▶ _PROBLEM TO WORK ON_
Without including any pictures, reproduce all the lines below word for word.

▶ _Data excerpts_
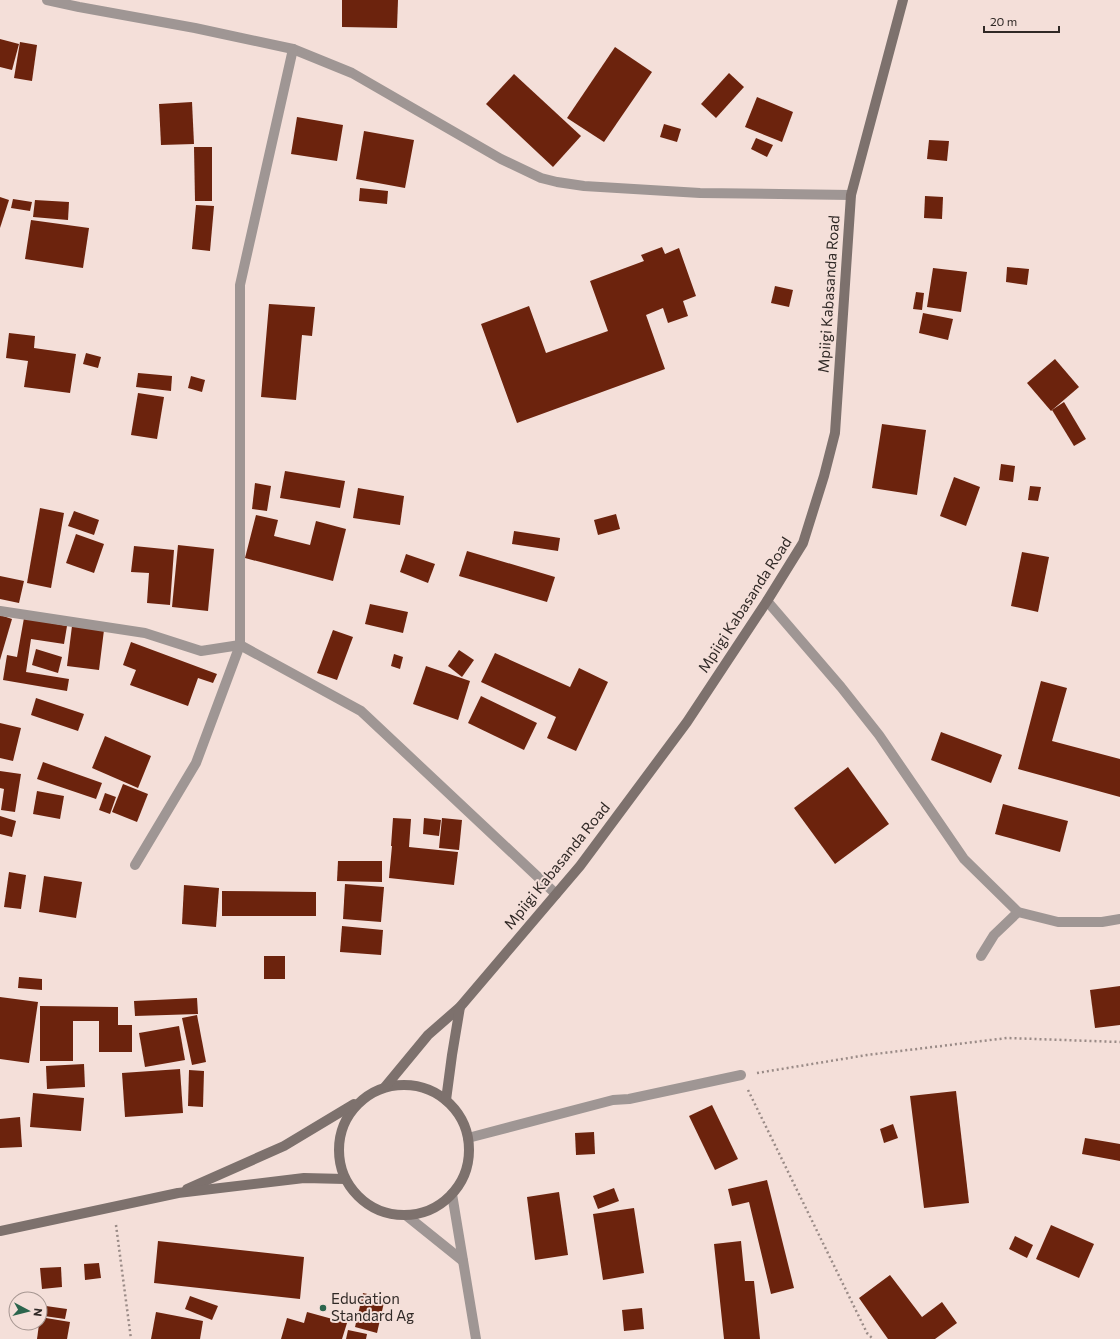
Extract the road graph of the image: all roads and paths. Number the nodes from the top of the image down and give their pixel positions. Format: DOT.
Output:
graph roads {
  1 [pos="47,0"];
  2 [pos="903,0"];
  3 [pos="293,48"];
  4 [pos="851,195"];
  5 [pos="767,601"];
  6 [pos="0,611"];
  7 [pos="240,645"];
  8 [pos="135,866"];
  9 [pos="556,894"];
  10 [pos="1018,912"];
  11 [pos="1120,919"];
  12 [pos="980,956"];
  13 [pos="460,1007"];
  14 [pos="1120,1042"];
  15 [pos="741,1075"];
  16 [pos="385,1087"];
  17 [pos="446,1100"];
  18 [pos="360,1101"];
  19 [pos="468,1138"];
  20 [pos="345,1179"];
  21 [pos="178,1193"];
  22 [pos="452,1194"];
  23 [pos="114,1206"];
  24 [pos="407,1216"];
  25 [pos="0,1231"];
  26 [pos="463,1261"];
  27 [pos="131,1339"];
  28 [pos="476,1339"];
  29 [pos="874,1339"];
  1 -- 3 [label="street"];
  2 -- 4 [label="main road, Mpiigi Kabasanda Road"];
  3 -- 4 [label="street"];
  3 -- 7 [label="street"];
  4 -- 5 [label="main road, Mpiigi Kabasanda Road"];
  5 -- 9 [label="main road, Mpiigi Kabasanda Road"];
  5 -- 10 [label="street"];
  6 -- 7 [label="street"];
  7 -- 8 [label="street"];
  7 -- 9 [label="street"];
  9 -- 13 [label="main road, Mpiigi Kabasanda Road"];
  10 -- 11 [label="street"];
  10 -- 12 [label="street"];
  13 -- 16 [label="main road, Mpiigi Kabasanda Road"];
  13 -- 17 [label="main road"];
  14 -- 15 [label="path"];
  15 -- 19 [label="street"];
  15 -- 29 [label="path"];
  16 -- 17 [label="main road"];
  16 -- 18 [label="main road"];
  17 -- 19 [label="main road"];
  18 -- 20 [label="main road"];
  18 -- 21 [label="main road"];
  19 -- 22 [label="main road"];
  20 -- 21 [label="main road"];
  20 -- 24 [label="main road"];
  21 -- 23 [label="main road"];
  22 -- 24 [label="main road"];
  22 -- 26 [label="street"];
  23 -- 25 [label="main road"];
  23 -- 27 [label="path"];
  24 -- 26 [label="street"];
  26 -- 28 [label="street"];
}
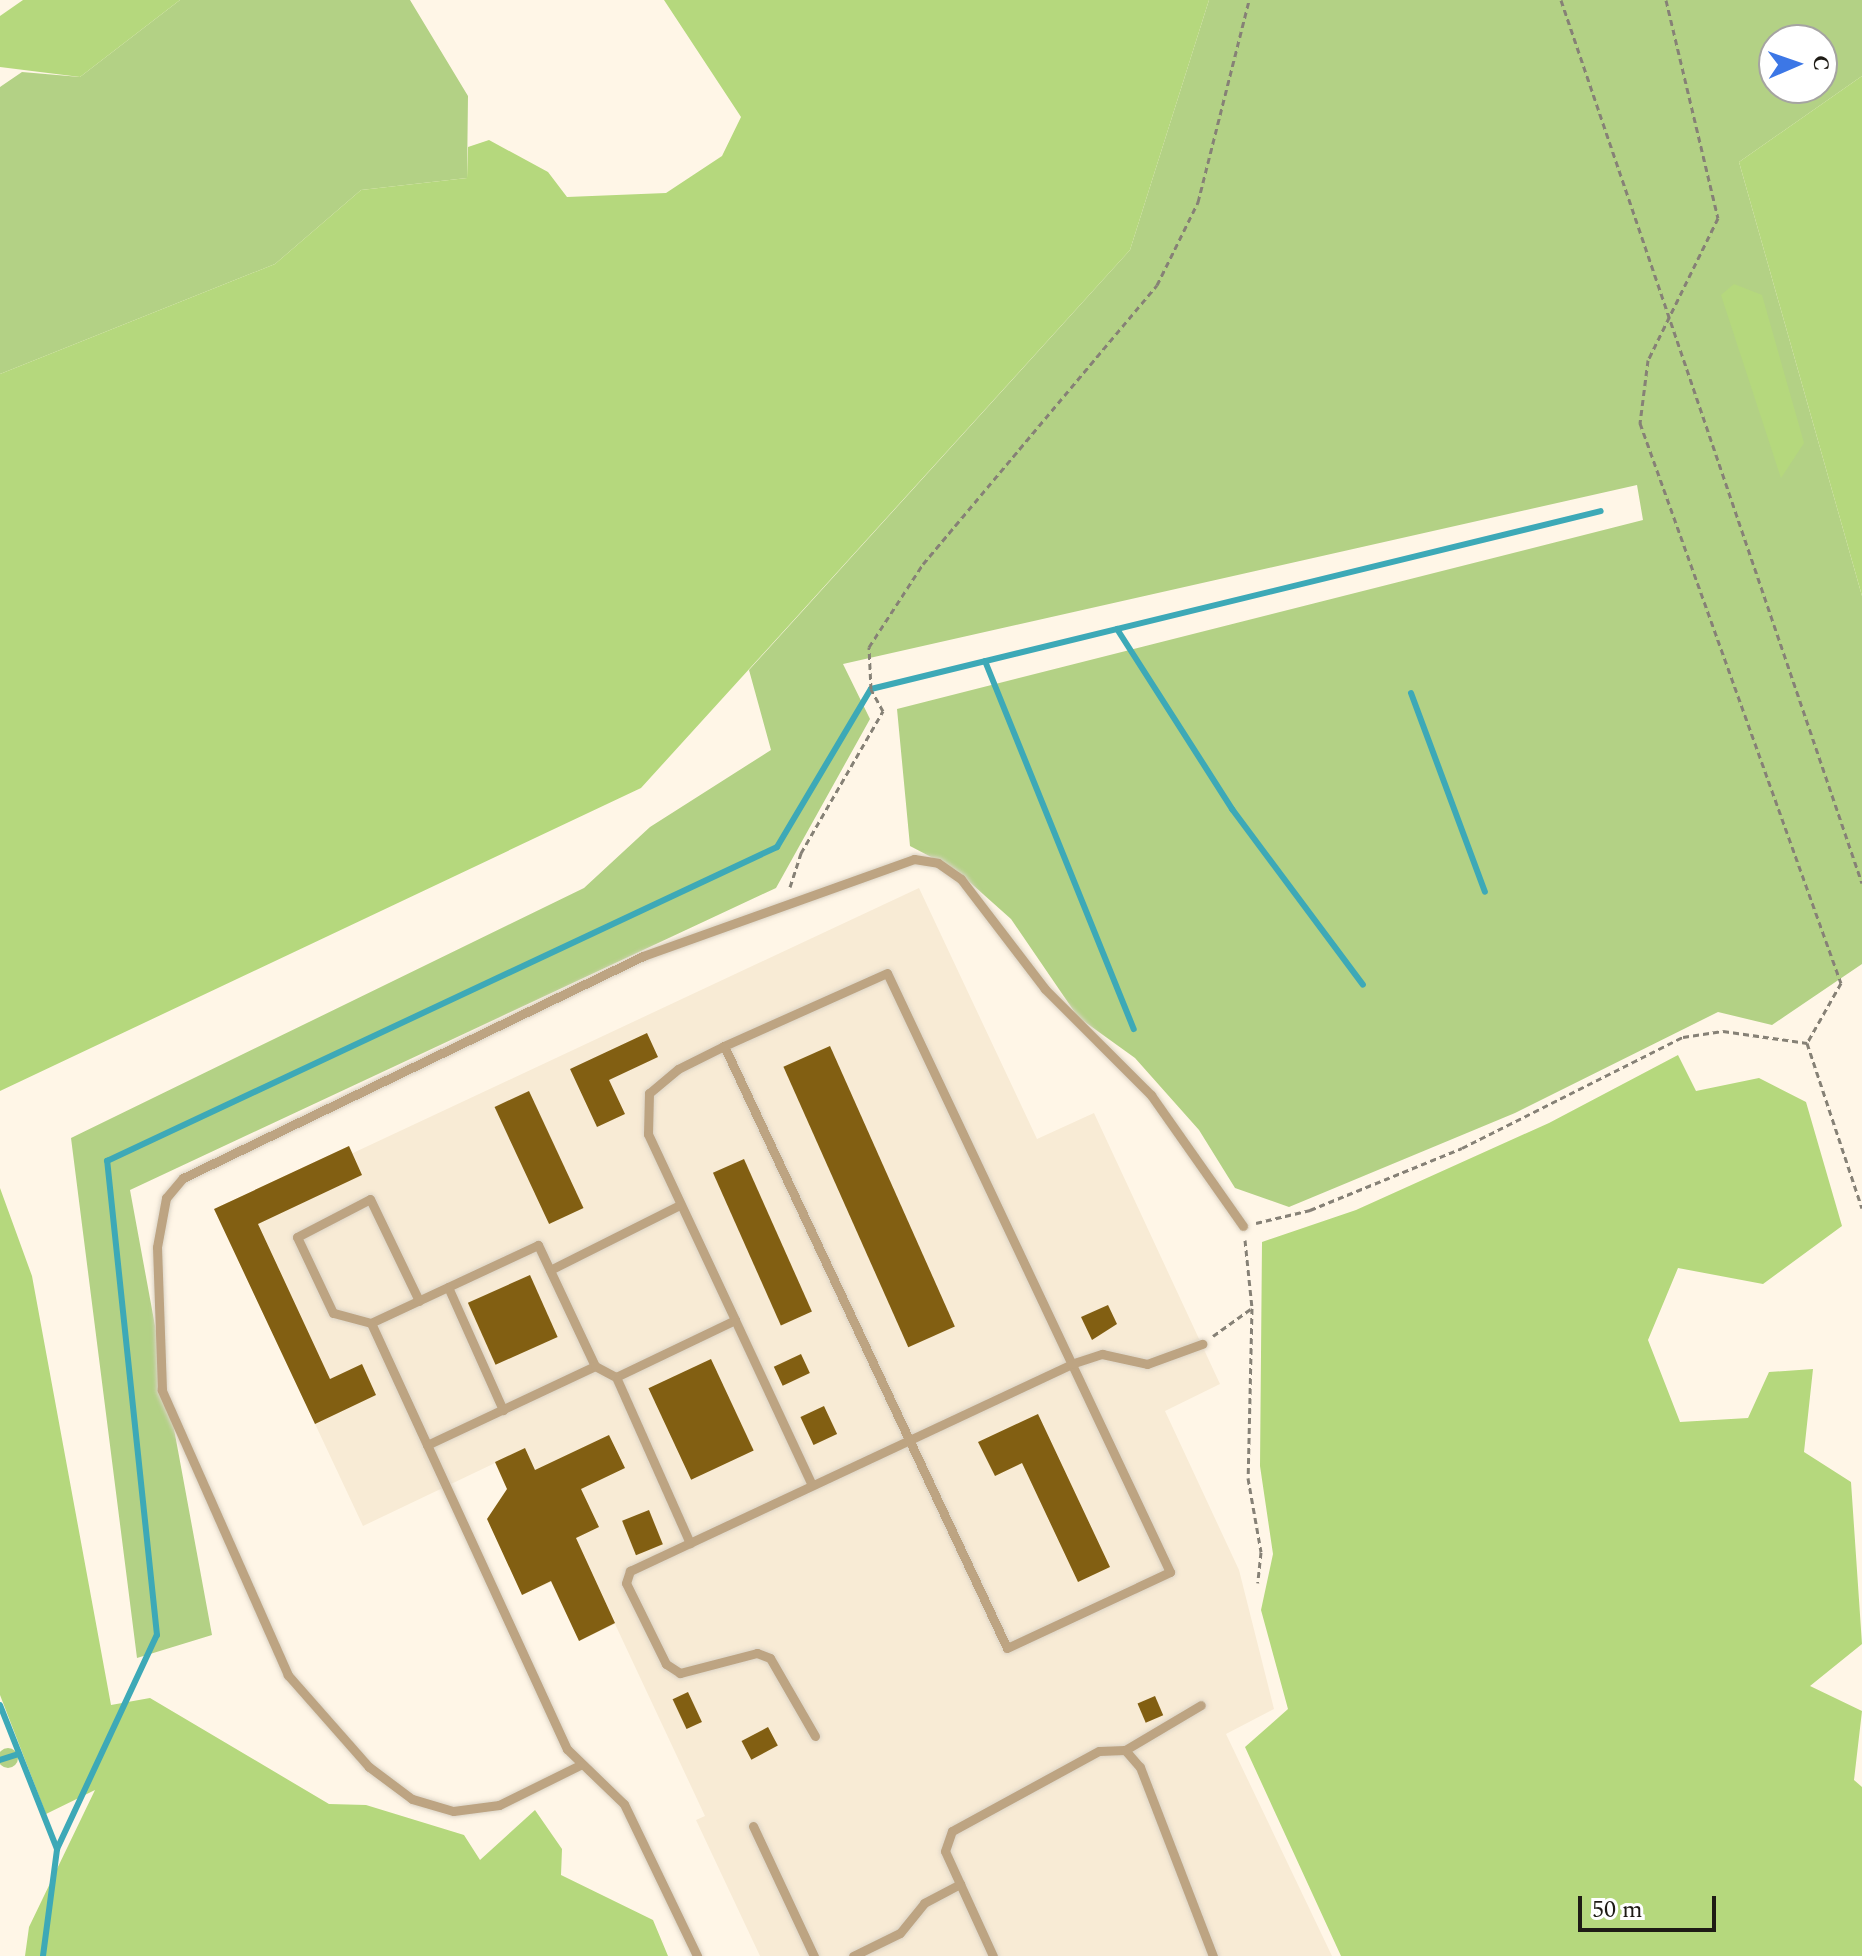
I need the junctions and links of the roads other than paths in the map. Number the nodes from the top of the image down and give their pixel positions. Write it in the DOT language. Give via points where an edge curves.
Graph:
graph roads {
  1 [pos="724,1046"];
  2 [pos="680,1205"];
  3 [pos="1243,1226"];
  4 [pos="550,1270"];
  5 [pos="448,1287"];
  6 [pos="419,1301"];
  7 [pos="735,1320"];
  8 [pos="371,1323"];
  9 [pos="1202,1344"];
  10 [pos="1071,1364"];
  11 [pos="595,1366"];
  12 [pos="616,1377"];
  13 [pos="503,1410"];
  14 [pos="909,1440"];
  15 [pos="427,1445"];
  16 [pos="812,1485"];
  17 [pos="690,1543"];
  18 [pos="1201,1705"];
  19 [pos="815,1736"];
  20 [pos="1125,1750"];
  21 [pos="580,1765"];
  22 [pos="753,1826"];
  23 [pos="960,1884"];
  24 [pos="697,1956"];
  25 [pos="814,1956"];
  26 [pos="853,1956"];
  27 [pos="993,1956"];
  28 [pos="1213,1956"];
  1 -- 2 [label="lane" via="649,1093 648,1134"];
  1 -- 10 [label="lane" via="887,973"];
  1 -- 14 [label="lane"];
  2 -- 4 [label="lane"];
  2 -- 7 [label="lane"];
  3 -- 21 [label="lane" via="1151,1095 1045,989 961,879 938,863 914,859 875,868 783,910 643,956 183,1178 166,1198 154,1310 162,1390 288,1675 369,1767 412,1799 453,1811 499,1805"];
  4 -- 5 [label="lane" via="538,1245"];
  4 -- 11 [label="lane"];
  5 -- 6 [label="lane"];
  5 -- 13 [label="lane"];
  6 -- 8 [label="lane"];
  6 -- 8 [label="lane" via="370,1199 297,1237 333,1313"];
  7 -- 12 [label="lane"];
  7 -- 16 [label="lane"];
  8 -- 15 [label="lane"];
  9 -- 10 [label="lane" via="1147,1364 1102,1354"];
  10 -- 14 [label="lane"];
  10 -- 14 [label="lane" via="1170,1572 1007,1648"];
  11 -- 12 [label="lane"];
  11 -- 13 [label="lane"];
  12 -- 17 [label="lane"];
  13 -- 15 [label="lane"];
  14 -- 16 [label="lane"];
  15 -- 21 [label="lane"];
  16 -- 17 [label="lane"];
  17 -- 19 [label="lane" via="630,1571 626,1583 666,1664 680,1673 757,1653 770,1658"];
  18 -- 20 [label="lane"];
  20 -- 23 [label="lane" via="1099,1751 952,1831 945,1851"];
  20 -- 28 [label="lane" via="1140,1767"];
  21 -- 24 [label="lane" via="624,1804"];
  22 -- 25 [label="lane"];
  23 -- 26 [label="lane" via="924,1903 900,1933"];
  23 -- 27 [label="lane"];
}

▶ _SOLUTION TO THE EXERCISE_
Extract the road graph of the image: all roads and paths. Number the nodes from the top of the image down and give their pixel positions. Format: DOT.
Output:
graph roads {
  1 [pos="47,0"];
  2 [pos="903,0"];
  3 [pos="293,48"];
  4 [pos="851,195"];
  5 [pos="767,601"];
  6 [pos="0,611"];
  7 [pos="240,645"];
  8 [pos="135,866"];
  9 [pos="556,894"];
  10 [pos="1018,912"];
  11 [pos="1120,919"];
  12 [pos="980,956"];
  13 [pos="460,1007"];
  14 [pos="1120,1042"];
  15 [pos="741,1075"];
  16 [pos="385,1087"];
  17 [pos="446,1100"];
  18 [pos="360,1101"];
  19 [pos="468,1138"];
  20 [pos="345,1179"];
  21 [pos="178,1193"];
  22 [pos="452,1194"];
  23 [pos="114,1206"];
  24 [pos="407,1216"];
  25 [pos="0,1231"];
  26 [pos="463,1261"];
  27 [pos="131,1339"];
  28 [pos="476,1339"];
  29 [pos="874,1339"];
  1 -- 3 [label="street"];
  2 -- 4 [label="main road, Mpiigi Kabasanda Road"];
  3 -- 4 [label="street"];
  3 -- 7 [label="street"];
  4 -- 5 [label="main road, Mpiigi Kabasanda Road"];
  5 -- 9 [label="main road, Mpiigi Kabasanda Road"];
  5 -- 10 [label="street"];
  6 -- 7 [label="street"];
  7 -- 8 [label="street"];
  7 -- 9 [label="street"];
  9 -- 13 [label="main road, Mpiigi Kabasanda Road"];
  10 -- 11 [label="street"];
  10 -- 12 [label="street"];
  13 -- 16 [label="main road, Mpiigi Kabasanda Road"];
  13 -- 17 [label="main road"];
  14 -- 15 [label="path"];
  15 -- 19 [label="street"];
  15 -- 29 [label="path"];
  16 -- 17 [label="main road"];
  16 -- 18 [label="main road"];
  17 -- 19 [label="main road"];
  18 -- 20 [label="main road"];
  18 -- 21 [label="main road"];
  19 -- 22 [label="main road"];
  20 -- 21 [label="main road"];
  20 -- 24 [label="main road"];
  21 -- 23 [label="main road"];
  22 -- 24 [label="main road"];
  22 -- 26 [label="street"];
  23 -- 25 [label="main road"];
  23 -- 27 [label="path"];
  24 -- 26 [label="street"];
  26 -- 28 [label="street"];
}
I need the junctions and links of the roads other than paths in the map. Number the nodes from the top of the image down and give their pixel positions. Write it in the DOT language. Give via points where an edge curves.
Graph:
graph roads {
  1 [pos="724,1046"];
  2 [pos="680,1205"];
  3 [pos="1243,1226"];
  4 [pos="550,1270"];
  5 [pos="448,1287"];
  6 [pos="419,1301"];
  7 [pos="735,1320"];
  8 [pos="371,1323"];
  9 [pos="1202,1344"];
  10 [pos="1071,1364"];
  11 [pos="595,1366"];
  12 [pos="616,1377"];
  13 [pos="503,1410"];
  14 [pos="909,1440"];
  15 [pos="427,1445"];
  16 [pos="812,1485"];
  17 [pos="690,1543"];
  18 [pos="1201,1705"];
  19 [pos="815,1736"];
  20 [pos="1125,1750"];
  21 [pos="580,1765"];
  22 [pos="753,1826"];
  23 [pos="960,1884"];
  24 [pos="697,1956"];
  25 [pos="814,1956"];
  26 [pos="853,1956"];
  27 [pos="993,1956"];
  28 [pos="1213,1956"];
  1 -- 2 [label="lane" via="649,1093 648,1134"];
  1 -- 10 [label="lane" via="887,973"];
  1 -- 14 [label="lane"];
  2 -- 4 [label="lane"];
  2 -- 7 [label="lane"];
  3 -- 21 [label="lane" via="1151,1095 1045,989 961,879 938,863 914,859 875,868 783,910 643,956 183,1178 166,1198 154,1310 162,1390 288,1675 369,1767 412,1799 453,1811 499,1805"];
  4 -- 5 [label="lane" via="538,1245"];
  4 -- 11 [label="lane"];
  5 -- 6 [label="lane"];
  5 -- 13 [label="lane"];
  6 -- 8 [label="lane"];
  6 -- 8 [label="lane" via="370,1199 297,1237 333,1313"];
  7 -- 12 [label="lane"];
  7 -- 16 [label="lane"];
  8 -- 15 [label="lane"];
  9 -- 10 [label="lane" via="1147,1364 1102,1354"];
  10 -- 14 [label="lane"];
  10 -- 14 [label="lane" via="1170,1572 1007,1648"];
  11 -- 12 [label="lane"];
  11 -- 13 [label="lane"];
  12 -- 17 [label="lane"];
  13 -- 15 [label="lane"];
  14 -- 16 [label="lane"];
  15 -- 21 [label="lane"];
  16 -- 17 [label="lane"];
  17 -- 19 [label="lane" via="630,1571 626,1583 666,1664 680,1673 757,1653 770,1658"];
  18 -- 20 [label="lane"];
  20 -- 23 [label="lane" via="1099,1751 952,1831 945,1851"];
  20 -- 28 [label="lane" via="1140,1767"];
  21 -- 24 [label="lane" via="624,1804"];
  22 -- 25 [label="lane"];
  23 -- 26 [label="lane" via="924,1903 900,1933"];
  23 -- 27 [label="lane"];
}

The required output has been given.